Gerek CHP içinde oluşabilecek çatışma ihtimalini, gerek ön seçim dışında kalan adayın çalışmalarını aksatma ihtimalini, gerekse dışarıdan gelebilecek eleştirilerin dozajının artma ihtimalini azaltacak en doğru strateji budur”.
***
Yazar hakkında
Doç. Dr. Ersoy ÖNDER, 1984 yılı Kuleli Askeri Lisesi, 1988 yılı Kara Harp Okulu mezunudur. 1999-2000 yıllarında Marmara Üniversitesi Sosyal Bilimler Enstitüsü İşletme Ana Bilim Dalı, Sayısal Yöntemler yüksek lisans eğitimini, “Askeri Müzeyi Ziyarete Gelen Ziyaretçilerin, Ziyaret Sürelerinin Fuzzy Matematiği ile Optimizasyonu” başlıklı tezle tamamlamıştır. 2002-2003 yılında Kara Harp Akademisi Komutanlık ve Karargâh Subaylığı öğrenimini başarıyla bitirmiş, Afganistan ve Almanya’daki NATO okulunda eğitmen olarak görev yapmıştır. 2006-2007 yıllarında Beykent Üniversitesi Sosyal Bilimler Enstitüsü Uluslararası İlişkiler Bölümü’nde ikinci yüksek lisansını bitirmesinden sonra, 2008 yılında başladığı İstanbul Üniversitesi İktisat Fakültesi, Siyaset Bilimi ve Uluslararası İlişkiler Doktora Programını, “Uluslararası Bir Sorun Olarak İran’ın Nükleer Programı’nın Analizi ve Orta Doğu Bölgesi’ne Etkileri” başlıklı doktora tezinin kabul edilmesiyle 2013 yılında tamamlamıştır. “İran’ın Nükleer Programının Analizi ve Türkiye” isimli Türkçe, “An Overview of US Foreign Policy, Doctrines, Electoral Systems and Codes of Trump’s National Security Strategy Document” isimli İngilizce kitapları, çeşitli dergilerde yayınlanmış makaleleri ve kitap bölümleri vardır.

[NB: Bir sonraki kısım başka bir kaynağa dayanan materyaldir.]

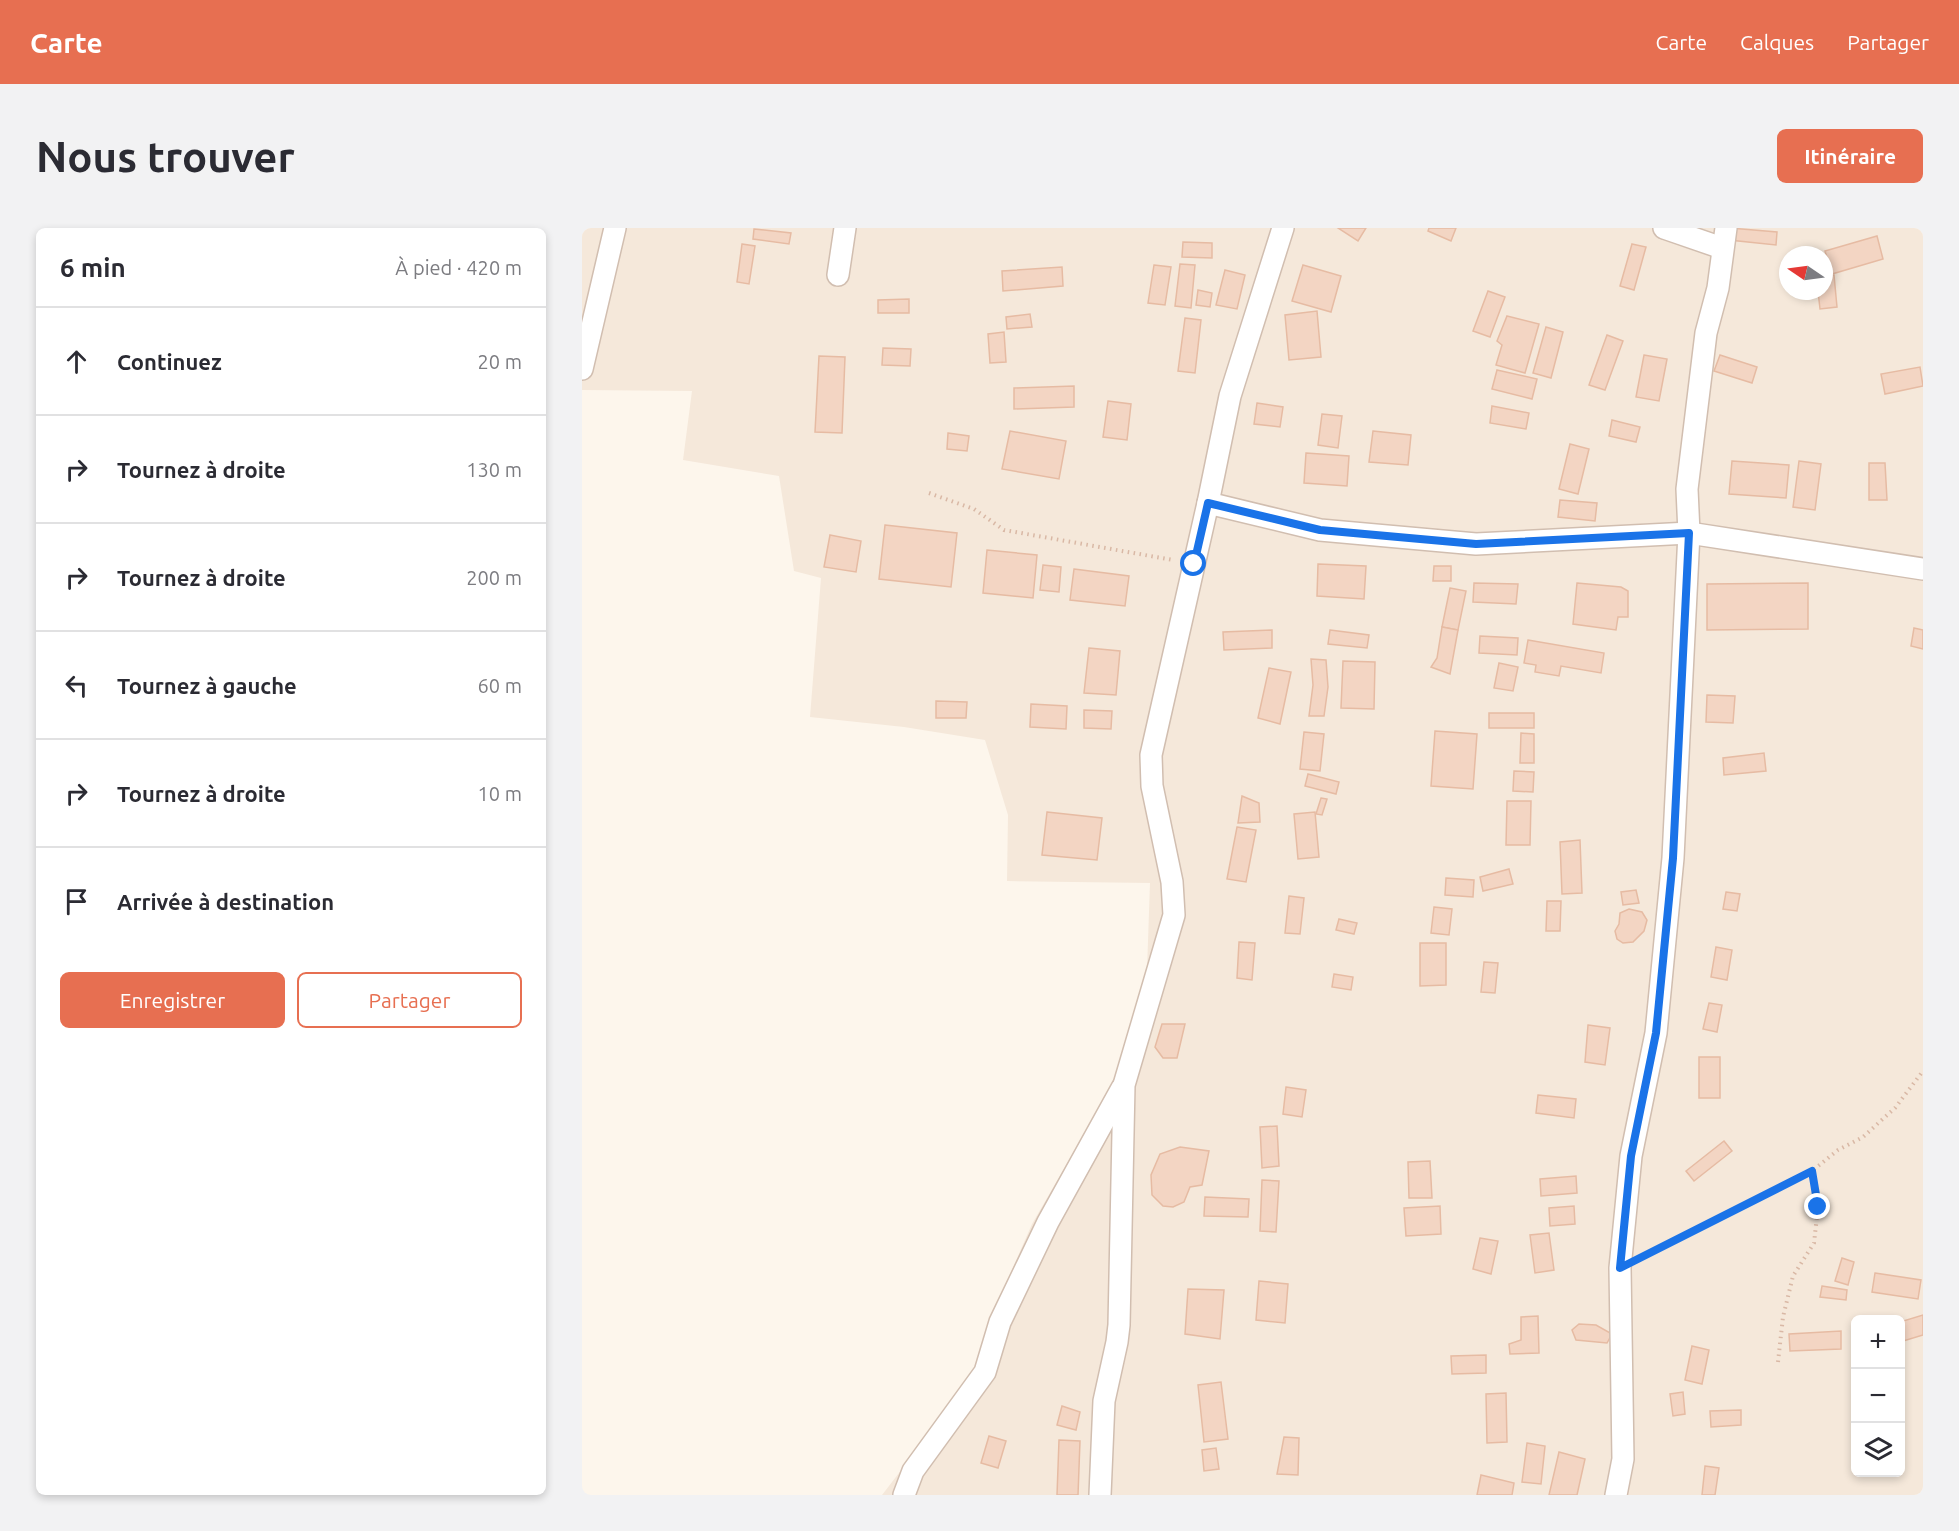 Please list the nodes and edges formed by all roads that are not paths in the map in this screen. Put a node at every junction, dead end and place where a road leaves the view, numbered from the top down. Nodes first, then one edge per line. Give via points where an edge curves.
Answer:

2016 yılında Türk Silahlı Kuvvetlerinden albay rütbesi ile emekli olmuş ve aynı yıldan itibaren, 2023 yaz dönemine kadar Girne Amerikan Üniversitesi Siyasal Bilimler Fakültesi, Siyaset Bilimi ve Kamu Yönetimi Bölümü’nde öğretim üyesi ve bölüm başkanı olarak görev yapmıştır. Halen, Uluslararası Final Üniversitesi’nde dersler vermekte ve Strasam adlı düşünce kuruluşunda düzenli yazıları çıkmaktadır.